Park National (PRK) in Newark, Ohio, announced Friday that it will repay the $100 million it received from the government's Troubled Asset Relief Program by issuing new debt and reducing its short-term investments.
The $6.8 billion-asset company said it has already issued $30 million of subordinated notes at a 7% interest rate and will use the proceeds to buy back 30% of the preferred shares it issued to the Treasury Department in late 2008. Though the interest on the preferred shares was 5%, Park National noted that it was not tax deductible, so the effective rate was 7.69%. Interest payments on the subordinated notes are tax deductible.
Park National intends to repay the remaining $70 million by shifting funds away from short-term investments, which are earning an average of just 0.25%. It expects to complete the full Tarp repayment on Wednesday.

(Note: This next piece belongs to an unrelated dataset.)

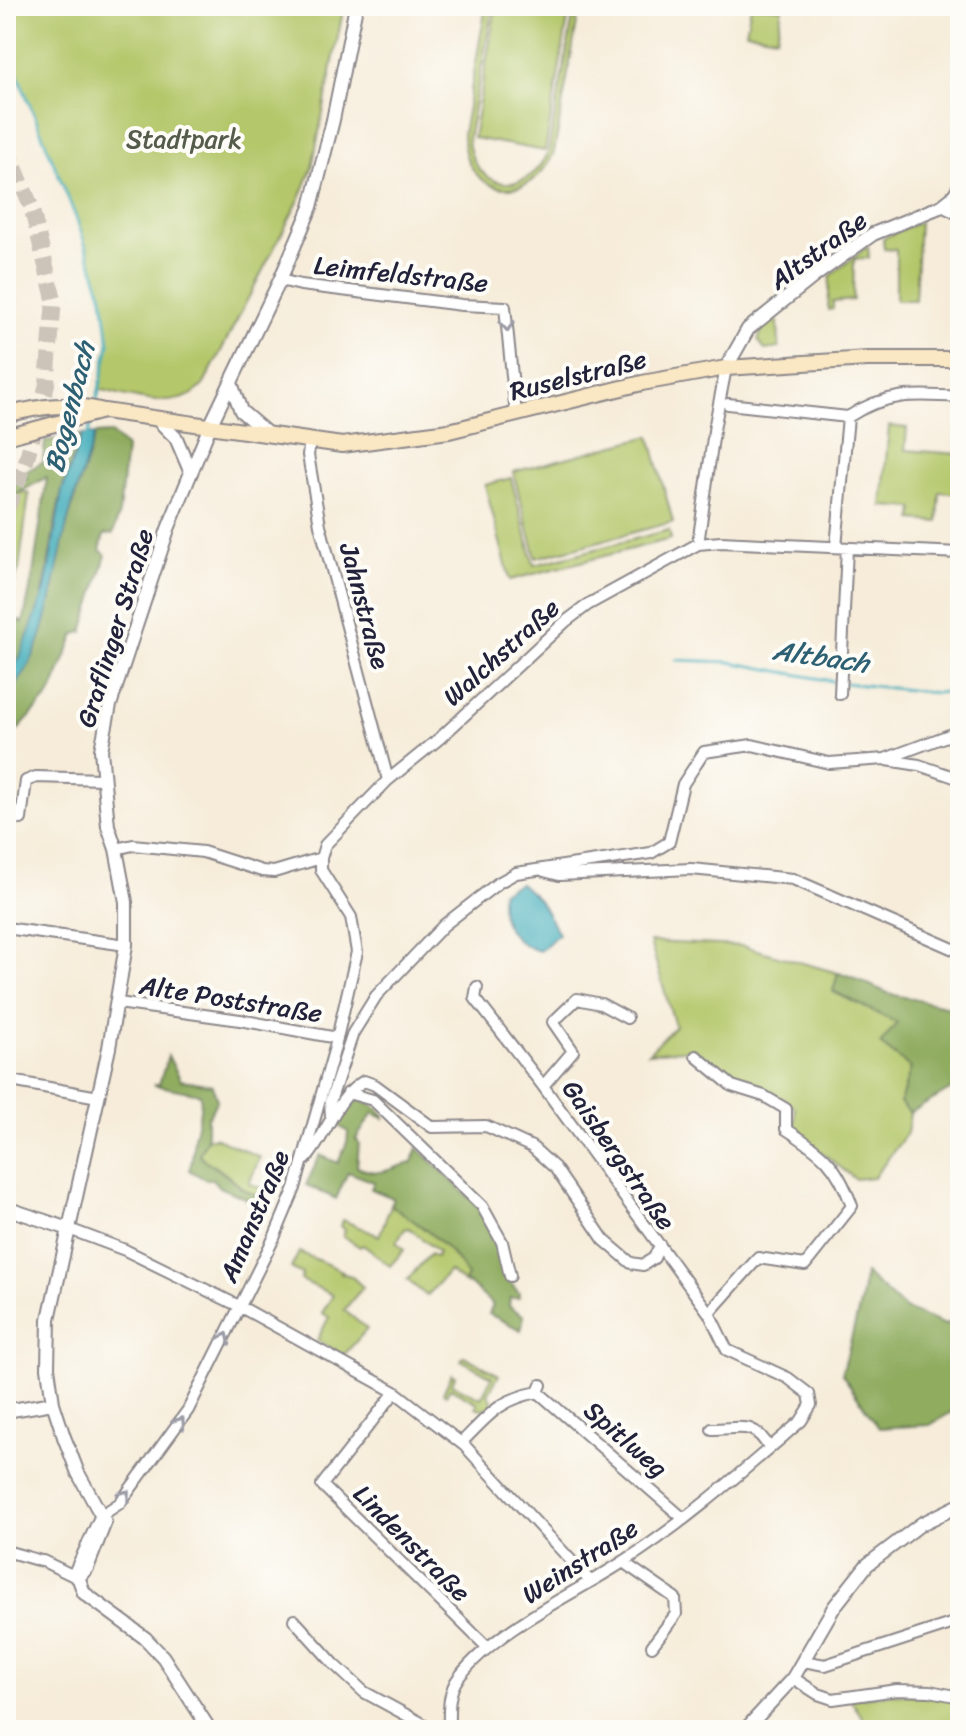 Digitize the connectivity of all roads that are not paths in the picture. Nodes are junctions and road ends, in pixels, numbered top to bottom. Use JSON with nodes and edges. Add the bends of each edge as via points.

Park National Chairman C. Daniel DeLawder said that the Tarp funds were a "sensible tool" that helped the company continue lending throughout the recession. Park National is exiting the program now because the economy is recovering, its earnings are strong and the recent sale of its ailing Florida bank has substantially reduced its problem assets.
"The continuing recovery in general economic conditions coupled with the sale...of our former Vision Bank subsidiary makes this a natural next step," he said.
Park National's shares were up 1.9% late Friday, to $66.18.